Mr. Almeida and other members are frustrated that it's unclear just which factories are producing university clothing. To try to learn more about the foreign factories, Mr. Almeida and seven other students from seven other institutions traveled this past summer to El Salvador, Honduras, and Nicaragua. Their trip was supported in part by the National Labor Committee, the New York-based human-rights organization that disclosed the conditions of factories producing Ms. Gifford's line of clothing.

The students did not learn from their trip which factories were producing university merchandise. However, Mr. Almeida and the others say that deplorable conditions existed in nearly all of the factories they visited.

Mr. Almeida explains that, typically, a number of factories operate within a single, huge, fortified complex. "It looks like a prison, surrounded by a 10- to 15-foot-high wall -- brick or stone -- with barbed wire on top," he says. "Several men with machine guns stand at the gates or the doors."

"It's very obvious that the companies inside don't want people to know what's going on in there. And the message it sends to workers is that it's a different world in there, and you can't tell anyone."

Nevertheless, Mr. Almeida and the other students, over seven days, interviewed 200 or 300 workers outside the factories. Some workers, he says, reported being forced to work unreasonable amounts of overtime. Others had been fired for trying to organize a union.

Mr. Almeida says he applauds Duke's efforts to develop a code. But he thinks the university needs to call for public disclosure of the factories' identities. Duke requires the companies to provide university officials with the names and locations of the factories that produce the institution's clothing. Duke officials, however, have promised to keep that information confidential.

Mr. Almeida argues that if the factories were disclosed to the public, then human-rights groups could easily monitor what is happening in those places, and could report infractions to the colleges. In effect, he says, colleges would get the benefit of an outside monitoring system, at no cost to them.

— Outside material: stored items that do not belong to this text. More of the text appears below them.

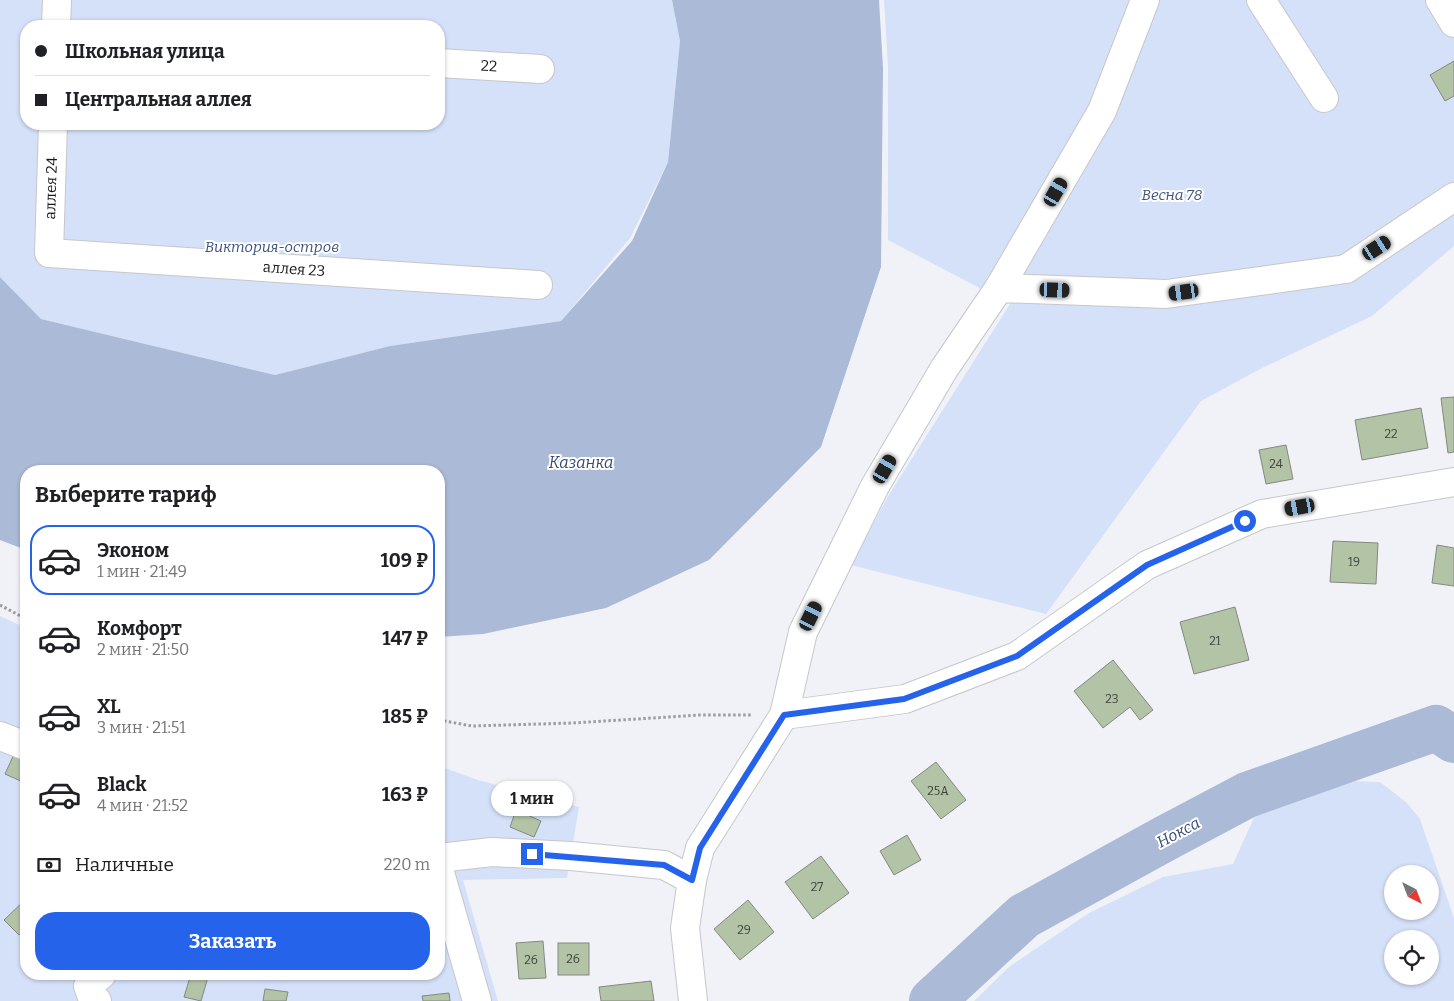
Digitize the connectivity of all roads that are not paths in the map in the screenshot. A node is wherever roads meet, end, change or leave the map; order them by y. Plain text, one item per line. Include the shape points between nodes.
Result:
1 (57, 0) edge
2 (1145, 0) edge
3 (1261, 0) edge
4 (1440, 0) edge
5 (56, 20) edge
6 (1454, 23) edge
7 (445, 63) edge
8 (540, 69) dead end
9 (1324, 98) dead end
10 (53, 130) edge
11 (1454, 197) edge
12 (49, 253) joint
13 (538, 285) dead end
14 (999, 288) junction
15 (1454, 482) edge
16 (784, 715) junction
17 (0, 736) edge
18 (20, 744) edge
19 (445, 857) edge
20 (692, 880) junction
21 (445, 890) edge
22 (95, 980) edge
23 (95, 1001) edge
24 (477, 1001) edge
25 (693, 1001) edge

1 - 5 street
2 - 14 street via 1102,111
3 - 9 street
4 - 6 street
7 - 8 street, 22
10 - 12 street, аллея 24
11 - 14 street via 1346,269 1166,294
12 - 13 street, аллея 23
14 - 16 street via 944,369 876,486 803,632
15 - 16 street via 1262,514 1147,565 1017,656 904,699
16 - 20 street via 700,848
17 - 18 street
19 - 20 street via 492,852 571,856 664,865
20 - 25 street via 685,928
21 - 24 street
22 - 23 street via 88,986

Jim Wilkerson, Duke's director of stores operations and trademark licensing, says the university officials' hands are tied on that point, because the U.S. companies would never agree to full public disclosure.

The companies, he says, feel that "providing a shopping list of their factories to the public and to their competitors," would damage "their competitive edge.

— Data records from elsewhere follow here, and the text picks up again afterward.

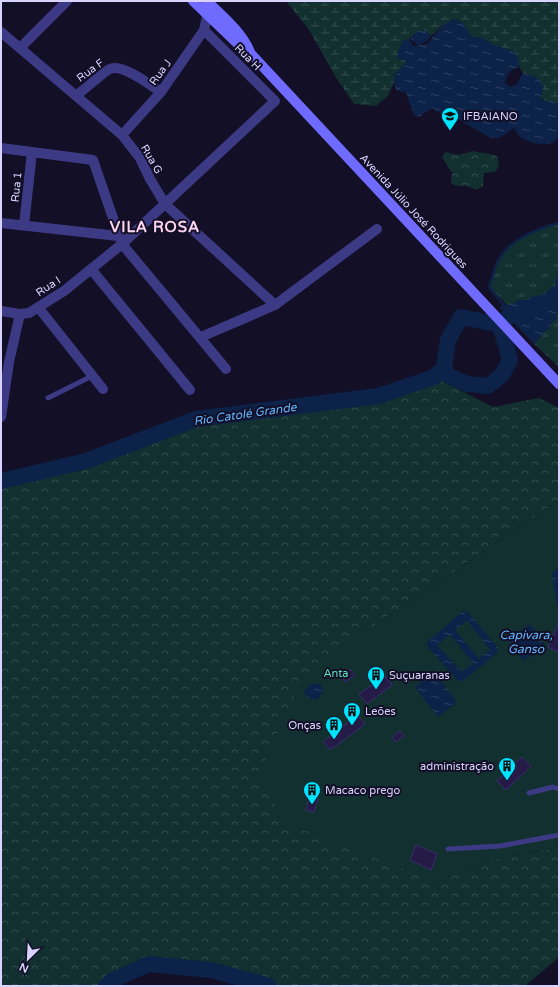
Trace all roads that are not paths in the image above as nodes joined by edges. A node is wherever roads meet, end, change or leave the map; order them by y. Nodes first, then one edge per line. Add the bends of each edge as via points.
1 (67, 1) edge
2 (193, 1) edge
3 (207, 1) edge
4 (207, 16) junction
5 (204, 30) junction
6 (1, 32) edge
7 (20, 48) junction
8 (251, 54) junction
9 (161, 92) junction
10 (76, 96) junction
11 (275, 100) joint
12 (122, 135) junction
13 (1, 148) edge
14 (32, 152) junction
15 (165, 204) junction
16 (1, 223) edge
17 (24, 225) junction
18 (377, 229) dead end
19 (120, 240) junction
20 (91, 269) junction
21 (275, 305) junction
22 (38, 307) junction
23 (1, 311) edge
24 (20, 314) junction
25 (201, 337) junction
26 (226, 369) dead end
27 (92, 376) junction
28 (559, 384) edge
29 (103, 389) dead end
30 (190, 390) dead end
31 (48, 398) dead end
32 (1, 417) edge
33 (559, 789) edge
34 (529, 793) dead end
35 (559, 835) edge
36 (448, 849) dead end

1 - 7 street
2 - 4 main road, Avenida Júlio José Rodrigues
3 - 8 main road, Avenida Júlio José Rodrigues via 238,33
4 - 5 street, Rua J
4 - 8 main road, Avenida Júlio José Rodrigues
5 - 9 street, Rua J
5 - 11 street, Rua H
6 - 7 street, Rua G
7 - 10 street, Rua G
8 - 28 main road, Avenida Júlio José Rodrigues
9 - 10 street, Rua F via 129,72 115,68
9 - 12 street, Rua J
10 - 12 street, Rua G
11 - 15 street, Rua I
12 - 15 street, Rua G via 140,158
13 - 14 street
14 - 17 street, Rua 1
14 - 19 street via 93,160
15 - 19 street, Rua I
15 - 21 street, Rua G
16 - 17 street
17 - 19 street
18 - 21 street
19 - 20 street, Rua I
19 - 25 street
20 - 22 street, Rua I via 64,292
20 - 30 street
21 - 25 street
22 - 24 street, Rua I via 29,313
22 - 27 street
23 - 24 street
24 - 32 street via 9,362
25 - 26 street
27 - 29 street
27 - 31 lane
33 - 34 lane via 553,787
35 - 36 lane via 500,846

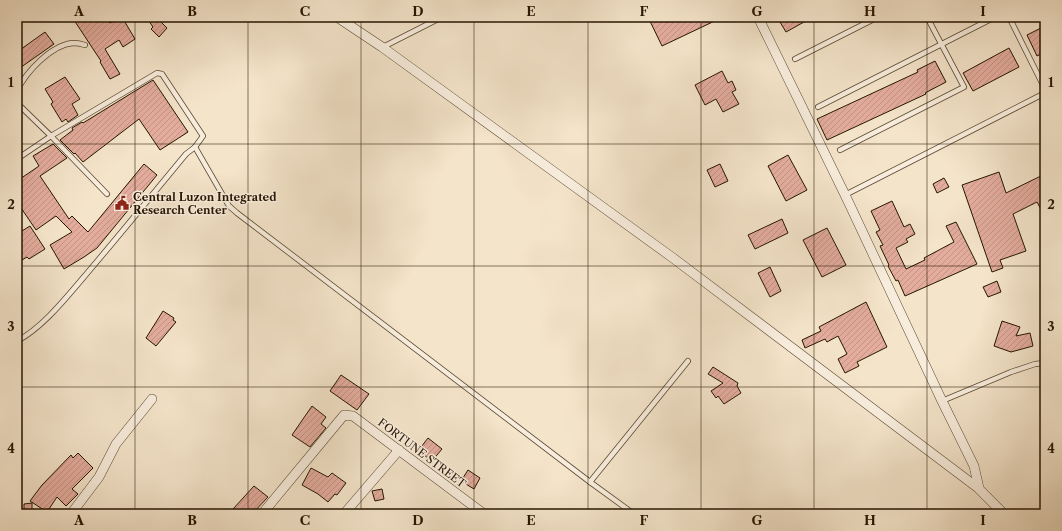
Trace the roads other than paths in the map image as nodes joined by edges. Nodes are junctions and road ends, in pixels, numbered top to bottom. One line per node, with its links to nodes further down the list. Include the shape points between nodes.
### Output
1 (337, 17): 10 (street)
2 (442, 17): 10 (lane)
3 (758, 17): 22 (street)
4 (878, 17): 11 (lane)
5 (927, 17): 8 (lane)
6 (996, 17): 8 (lane)
7 (1009, 17): 12 (lane)
8 (941, 44): 16 (lane); 19 (lane, via 964,87)
9 (85, 45): 13 (lane, via 73,43 49,54 24,78)
10 (382, 47): 30 (street, via 673,258)
11 (794, 59)
12 (1045, 89)
13 (17, 91)
14 (1045, 93): 22 (lane)
15 (17, 103): 17 (lane)
16 (818, 107)
17 (51, 136): 18 (lane, via 160,73 203,136); 20 (lane); 21 (lane)
18 (195, 146): 23 (lane, via 69,294 36,327); 29 (lane, via 229,206)
19 (840, 150)
20 (17, 159)
21 (107, 194)
22 (845, 195): 27 (street)
23 (17, 341)
24 (688, 361): 29 (lane)
25 (1045, 363): 27 (lane, via 1011,372)
26 (152, 399): 31 (street, via 116,444 99,477)
27 (942, 401): 30 (street, via 974,466)
28 (398, 450): 32 (street, FORTUNE STREET, via 353,416 344,415); 33 (street); 34 (street, FORTUNE STREET)
29 (590, 482): 35 (lane)
30 (979, 488): 36 (street)
31 (71, 514)
32 (262, 514)
33 (344, 514)
34 (484, 514)
35 (634, 514)
36 (1004, 514)

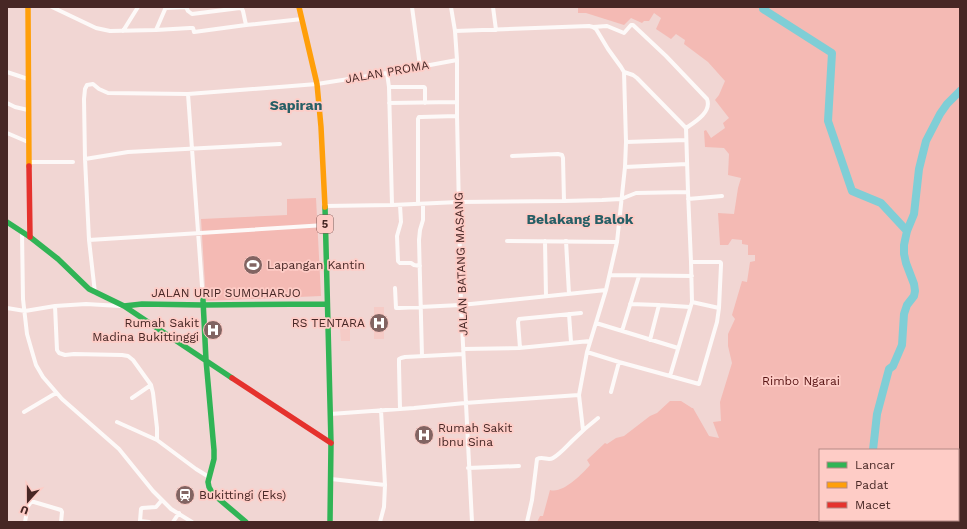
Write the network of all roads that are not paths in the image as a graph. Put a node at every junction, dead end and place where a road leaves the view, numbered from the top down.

"I don't know if I buy that argument, but we're okay with it," he says, as long as Duke has an effective code. Students will just have to trust that Duke's monitoring system, once it is in place, will be diligent, Mr. Wilkerson says. "We're not going to compromise the integrity of the code."

The textile companies, meanwhile, argue that although they are trying to work with the colleges, the industry is growing weary of all the codes that are being tossed around. "A number of codes are in conflict with each other," says Mr. Jesseph, of Sara Lee, which owns Champion. The codes being developed by colleges and other groups, he explains, often do not address issues such as discrimination in the same way.

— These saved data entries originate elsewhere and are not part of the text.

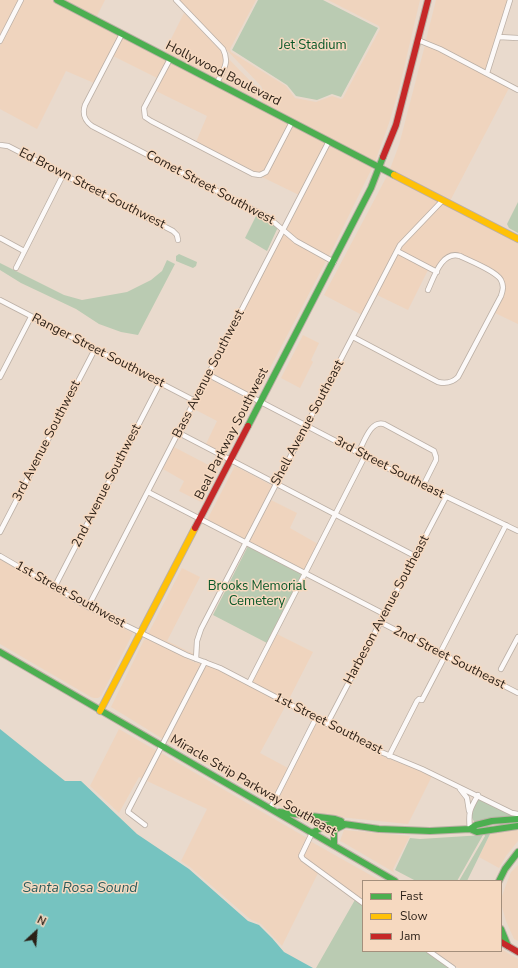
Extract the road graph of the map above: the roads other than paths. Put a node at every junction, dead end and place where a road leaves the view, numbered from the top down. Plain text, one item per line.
1 (21, 0) edge
2 (56, 0) edge
3 (176, 0) edge
4 (428, 0) edge
5 (510, 0) edge
6 (122, 34) junction
7 (498, 37) junction
8 (518, 38) edge
9 (418, 40) junction
10 (0, 41) edge
11 (170, 59) junction
12 (487, 73) junction
13 (217, 83) junction
14 (518, 90) edge
15 (292, 122) junction
16 (329, 141) junction
17 (0, 145) edge
18 (380, 167) junction
19 (63, 175) junction
20 (443, 200) junction
21 (283, 230) junction
22 (0, 238) edge
23 (518, 239) edge
24 (178, 240) dead end
25 (24, 251) junction
26 (397, 251) junction
27 (334, 262) junction
28 (16, 268) dead end
29 (437, 272) junction
30 (428, 290) dead end
31 (0, 300) edge
32 (31, 317) junction
33 (353, 337) junction
34 (94, 349) junction
35 (209, 375) junction
36 (0, 377) edge
37 (160, 383) junction
38 (195, 401) junction
39 (261, 402) junction
40 (307, 426) junction
41 (179, 433) junction
42 (358, 453) junction
43 (365, 456) junction
44 (231, 460) junction
45 (276, 484) junction
46 (423, 486) junction
47 (148, 492) junction
48 (446, 497) junction
49 (335, 515) junction
50 (200, 519) junction
51 (506, 525) junction
52 (518, 531) edge
53 (0, 532) edge
54 (246, 543) junction
55 (0, 556) edge
56 (415, 556) junction
57 (306, 573) junction
58 (54, 588) junction
59 (88, 608) junction
60 (384, 614) junction
61 (380, 622) junction
62 (141, 633) junction
63 (518, 636) edge
64 (0, 652) edge
65 (440, 653) junction
66 (445, 656) junction
67 (196, 659) junction
68 (205, 662) junction
69 (501, 670) dead end
70 (249, 683) junction
71 (518, 693) edge
72 (100, 711) junction
73 (316, 718) junction
74 (327, 724) junction
75 (162, 746) junction
76 (389, 756) junction
77 (457, 786) junction
78 (478, 795) junction
79 (273, 810) junction
80 (469, 814) junction
81 (518, 816) edge
82 (347, 824) junction
83 (146, 825) dead end
84 (518, 826) edge
85 (470, 828) junction
86 (312, 833) junction
87 (334, 845) junction
88 (518, 852) edge
89 (394, 880) edge
90 (500, 880) edge
91 (362, 902) edge
92 (502, 931) edge
93 (502, 943) edge
94 (508, 946) junction
95 (430, 952) edge
96 (518, 952) edge
97 (453, 968) edge

1 - 10 street
2 - 6 main road, Hollywood Boulevard
3 - 13 street
4 - 9 main road, Beal Parkway Southwest
5 - 7 street
6 - 11 main road, Hollywood Boulevard
6 - 21 street, Comet Street Southwest
7 - 8 street
7 - 12 street
9 - 12 street
9 - 18 main road, Beal Parkway Southwest
11 - 13 main road, Hollywood Boulevard
11 - 15 street
12 - 14 street
13 - 15 main road, Hollywood Boulevard
15 - 16 main road, Hollywood Boulevard
16 - 18 main road, Hollywood Boulevard
16 - 21 street, Bass Avenue Southwest
17 - 19 street, Ed Brown Street Southwest
18 - 20 main road, Hollywood Boulevard
18 - 27 main road, Beal Parkway Southwest
19 - 24 street, Ed Brown Street Southwest
19 - 25 street
20 - 23 main road, Hollywood Boulevard
20 - 26 street, Shell Avenue Southeast
21 - 27 street, Comet Street Southwest
21 - 35 street, Bass Avenue Southwest
22 - 25 street
25 - 28 street
26 - 29 street
26 - 33 street, Shell Avenue Southeast
27 - 39 main road, Beal Parkway Southwest
29 - 30 street
29 - 33 street
31 - 32 street, Ranger Street Southwest
32 - 34 street, Ranger Street Southwest
32 - 36 street
33 - 40 street, Shell Avenue Southeast
34 - 37 street, Ranger Street Southwest
34 - 53 street, 3rd Avenue Southwest
35 - 38 street, Bass Avenue Southwest
35 - 39 street, 3rd Street Southeast
37 - 38 street, Ranger Street Southwest
37 - 58 street, 2nd Avenue Southwest
38 - 41 street, Bass Avenue Southwest
39 - 40 street, 3rd Street Southeast
39 - 44 main road, Beal Parkway Southwest
40 - 42 street, 3rd Street Southeast
40 - 45 street, Shell Avenue Southeast
41 - 44 street
41 - 47 street, Bass Avenue Southwest
42 - 43 street, 3rd Street Southeast
42 - 46 street
43 - 46 street, 3rd Street Southeast
43 - 49 street
44 - 45 street
44 - 50 main road, Beal Parkway Southwest
45 - 49 street
45 - 54 street, Shell Avenue Southeast
46 - 48 street, 3rd Street Southeast
47 - 50 street, 2nd Street Southeast
47 - 59 street, Bass Avenue Southwest
48 - 51 street, 3rd Street Southeast
48 - 56 street, Harbeson Avenue Southeast
49 - 56 street
49 - 57 street
50 - 54 street, 2nd Street Southeast
50 - 62 main road, Beal Parkway Southwest
51 - 52 street, 3rd Street Southeast
51 - 65 street
54 - 57 street, 2nd Street Southeast
54 - 67 street, Shell Avenue Southeast
55 - 58 street, 1st Street Southwest
56 - 60 street, Harbeson Avenue Southeast
57 - 60 street, 2nd Street Southeast
57 - 70 street
58 - 59 street, 1st Street Southwest
59 - 62 street, 1st Street Southwest
60 - 61 street, Harbeson Avenue Southeast
61 - 65 street, 2nd Street Southeast
61 - 74 street, Harbeson Avenue Southeast
62 - 67 street, 1st Street Southeast
62 - 72 main road, Beal Parkway Southwest
63 - 69 street
64 - 72 main road, Miracle Strip Parkway Southeast
65 - 66 street, 2nd Street Southeast
66 - 71 street, 2nd Street Southeast
66 - 76 street
67 - 68 street, 1st Street Southeast
68 - 70 street, 1st Street Southeast
68 - 75 street
70 - 73 street, 1st Street Southeast
72 - 75 main road, Miracle Strip Parkway Southeast
73 - 74 street, 1st Street Southeast
73 - 79 street
74 - 76 street, 1st Street Southeast
75 - 79 main road, Miracle Strip Parkway Southeast
75 - 83 street
76 - 77 street, 1st Street Southeast
77 - 78 street, 1st Street Southeast
77 - 80 street
78 - 80 street
78 - 81 street, 1st Street Southeast
79 - 82 main road
79 - 86 main road, Miracle Strip Parkway Southeast
80 - 85 street
81 - 85 main road
82 - 85 main road
82 - 86 main road
82 - 87 main road
84 - 85 main road
86 - 87 main road, Miracle Strip Parkway Southeast
86 - 91 street
87 - 89 main road, Miracle Strip Parkway Southeast
88 - 90 main road
92 - 94 main road
93 - 94 main road
94 - 96 main road
95 - 97 street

Mr. Jesseph suggests that the colleges and other groups accept a code that was developed, and in September approved, by the American Apparel Manufacturers Association. He says the code could represent the values of many types of organizations and institutions. The one-page code, although shorter and more generally worded than those of the colleges, requires that factories "comply with laws and regulations in all locations where they conduct business," and that they "provide at least one day off in every seven-day period, except as required to meet urgent business needs."

Mr. Jesseph says that even though it is a policy developed by his industry, it is not a case of the "fox watching the henhouse." The apparel-manufacturers' association, he says, would use major accounting firms and consultants -- who would be objective -- to monitor compliance.

If the colleges come up with too many different codes, he says, they may hurt themselves. Mr. Jesseph says that, although his company doesn't feel this way, someone from another company recently told him, "If the colleges want us to sign that code, we'll walk. It's not a big enough piece of our business for us to get wrapped up in."